On their github they say : “Any asset that needs to be tracked is tokenised into a non-fungible token commitment while any payment that needs to be made against this asset is tokenised into a fungible token commitment.
Processes are built over the movement of these token commitments using business logic executed through smart contracts.
But to maintain privacy for business operations regarding what asset has been transferred between which two parties and how much was paid for it, we use 7 different ZKP protocols.”
So that makes all this quite interesting because it’s in-production use of a set of very new tools that they appear to have combined and developed further.
On the surface, it looks like they’re using a plasma-like scaling solution where “sidechain blocks are cryptographically committed to the mainchain. Thus sidechain operators can not arbitrarily mess with the block content.”
This then is combined with the Aztec method where a shield contract is used for privacy.
So they’re using starks for both compressing transactions, or batching, so turning 20 transactions into one transaction. And they’re using starks to also hide transactions after they are sent to a smart contract, with starks then keeping account of ownership movement within the smart contract.
That latter part might explain why we couldn’t figure out what exactly was happening in their tokenized asset smart contract which they revealed to Trustnodes.
We expected attributes and the like, something that says basically one bottle of strawberry champaign sold at time to person, but it appears snarks are shielding all this, so we can’t see much.
Making all this very interesting because it’s on the public blockchain, but much is actually private.
They’re one of the very few global brands that have gone with the public blockchain, something that differentiates them and may be desirable in this case because the assets are in the smart contract and if there’s any bug, they can be hacked.

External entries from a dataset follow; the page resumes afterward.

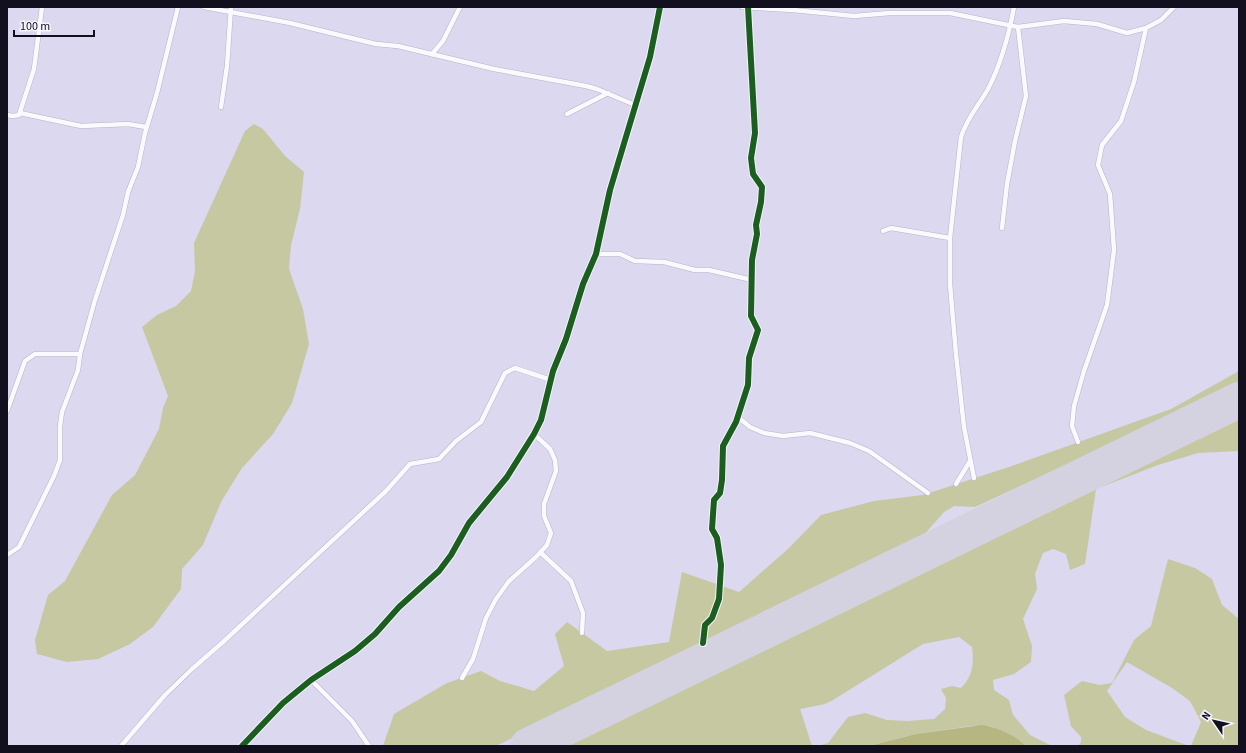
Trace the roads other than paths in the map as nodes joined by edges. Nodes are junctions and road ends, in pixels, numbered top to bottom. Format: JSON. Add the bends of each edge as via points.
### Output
{"nodes":[{"id":1,"x":42,"y":7,"type":"edge"},
{"id":2,"x":178,"y":7,"type":"edge"},
{"id":3,"x":204,"y":7,"type":"edge"},
{"id":4,"x":460,"y":7,"type":"edge"},
{"id":5,"x":660,"y":7,"type":"edge"},
{"id":6,"x":742,"y":7,"type":"edge"},
{"id":7,"x":748,"y":7,"type":"edge"},
{"id":8,"x":1014,"y":7,"type":"edge"},
{"id":9,"x":1174,"y":7,"type":"edge"},
{"id":10,"x":231,"y":9,"type":"edge"},
{"id":11,"x":1011,"y":25,"type":"junction"},
{"id":12,"x":1018,"y":27,"type":"junction"},
{"id":13,"x":1146,"y":28,"type":"junction"},
{"id":14,"x":432,"y":54,"type":"junction"},
{"id":15,"x":608,"y":93,"type":"junction"},
{"id":16,"x":635,"y":105,"type":"junction"},
{"id":17,"x":221,"y":107,"type":"dead end"},
{"id":18,"x":20,"y":113,"type":"junction"},
{"id":19,"x":567,"y":114,"type":"dead end"},
{"id":20,"x":7,"y":115,"type":"edge"},
{"id":21,"x":146,"y":127,"type":"junction"},
{"id":22,"x":1002,"y":228,"type":"dead end"},
{"id":23,"x":883,"y":231,"type":"dead end"},
{"id":24,"x":950,"y":238,"type":"junction"},
{"id":25,"x":596,"y":254,"type":"junction"},
{"id":26,"x":752,"y":280,"type":"junction"},
{"id":27,"x":80,"y":354,"type":"junction"},
{"id":28,"x":551,"y":380,"type":"junction"},
{"id":29,"x":7,"y":411,"type":"edge"},
{"id":30,"x":738,"y":417,"type":"junction"},
{"id":31,"x":534,"y":434,"type":"junction"},
{"id":32,"x":1078,"y":442,"type":"dead end"},
{"id":33,"x":970,"y":461,"type":"junction"},
{"id":34,"x":974,"y":478,"type":"dead end"},
{"id":35,"x":956,"y":484,"type":"dead end"},
{"id":36,"x":928,"y":494,"type":"dead end"},
{"id":37,"x":540,"y":552,"type":"junction"},
{"id":38,"x":7,"y":555,"type":"edge"},
{"id":39,"x":582,"y":633,"type":"dead end"},
{"id":40,"x":703,"y":643,"type":"dead end"},
{"id":41,"x":462,"y":678,"type":"dead end"},
{"id":42,"x":311,"y":680,"type":"junction"},
{"id":43,"x":121,"y":746,"type":"edge"},
{"id":44,"x":242,"y":746,"type":"edge"},
{"id":45,"x":369,"y":746,"type":"edge"}],
"edges":[{"from":1,"to":18,"type":"street","via":[[34,69]]},
{"from":2,"to":21,"type":"street"},
{"from":3,"to":10,"type":"street"},
{"from":4,"to":14,"type":"street","via":[[443,41]]},
{"from":5,"to":16,"type":"street","via":[[650,57]]},
{"from":6,"to":7,"type":"street"},
{"from":7,"to":11,"type":"street","via":[[854,16],[950,13]]},
{"from":7,"to":26,"type":"street","via":[[755,134],[751,158],[754,174],[762,187],[752,260]]},
{"from":8,"to":11,"type":"street"},
{"from":9,"to":13,"type":"street","via":[[1161,20]]},
{"from":10,"to":14,"type":"street"},
{"from":10,"to":17,"type":"street"},
{"from":11,"to":12,"type":"street"},
{"from":11,"to":24,"type":"street","via":[[988,89],[966,122],[961,137]]},
{"from":12,"to":13,"type":"street","via":[[1064,21],[1097,24],[1127,32]]},
{"from":12,"to":22,"type":"street","via":[[1026,96],[1006,184]]},
{"from":13,"to":32,"type":"street","via":[[1134,82],[1121,121],[1102,145],[1098,165],[1110,194],[1114,250],[1107,305],[1074,406],[1072,426]]},
{"from":14,"to":15,"type":"street"},
{"from":15,"to":16,"type":"street"},
{"from":15,"to":19,"type":"street"},
{"from":16,"to":25,"type":"street","via":[[610,190]]},
{"from":18,"to":20,"type":"street"},
{"from":18,"to":21,"type":"street","via":[[80,126],[128,124]]},
{"from":21,"to":27,"type":"street","via":[[138,167],[128,192]]},
{"from":23,"to":24,"type":"street","via":[[892,228]]},
{"from":24,"to":33,"type":"street","via":[[950,284],[956,354]]},
{"from":25,"to":26,"type":"street","via":[[623,255],[635,261],[664,262]]},
{"from":25,"to":28,"type":"street"},
{"from":26,"to":30,"type":"street","via":[[751,316],[758,330],[749,358],[748,384]]},
{"from":27,"to":29,"type":"street","via":[[35,354],[26,361]]},
{"from":27,"to":38,"type":"street","via":[[78,370],[62,412],[60,460],[19,547]]},
{"from":28,"to":31,"type":"street"},
{"from":28,"to":43,"type":"street","via":[[515,368],[505,373],[481,422],[439,459],[410,464],[386,491],[192,668]]},
{"from":30,"to":36,"type":"street","via":[[750,427],[764,433],[783,436],[810,433],[850,443],[875,455]]},
{"from":30,"to":40,"type":"street","via":[[723,446],[720,493],[714,500],[712,529],[717,538],[721,565],[719,599],[712,618],[706,624]]},
{"from":31,"to":37,"type":"street","via":[[550,449],[556,471],[544,504],[544,516],[551,533],[547,545]]},
{"from":31,"to":42,"type":"street","via":[[507,477],[469,523],[439,571],[355,652]]},
{"from":33,"to":34,"type":"street"},
{"from":33,"to":35,"type":"street"},
{"from":37,"to":39,"type":"street","via":[[571,581],[583,613]]},
{"from":37,"to":41,"type":"street","via":[[510,580],[496,599],[486,618],[473,659]]},
{"from":42,"to":44,"type":"street","via":[[283,703]]},
{"from":42,"to":45,"type":"street","via":[[352,721]]}]}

Since this all has been open sourced, you’d think any such bug would be caught through global review with the passage of time then making it very secure due to considerable potential scrutiny.
While if it’s a private blockchain, it might not be so easy to correct such bugs, with this security aspect being one of the main advantage of the public blockchain over the private one, but another advantage is also impartiality.
There have long been whispers of companies not wanting to use a private blockchain because they fear they might be locked in or they fear it might give their competitor – who might be the one managing the private blockchain – an advantage.
Goldman Sachs, for example, is definitely not going to use JP Morgan’s Quorum you’d think. Likewise some companies might not want to use what is perceived as being IBM’s Hyperledger.
While here, EY is just providing a service with the above solution being no different than using WordPress or whatever, as in, something that has nothing to do with them and it’s a tool kind of provided to them, which they’re developing on, with EY having no say over ethereum save for how they use it.
In addition as it’s still early on, they appear to be progressing tech development, so contributing to the ethereum network in packaging these technologies, in addition to using it with EY having at least 4 eth.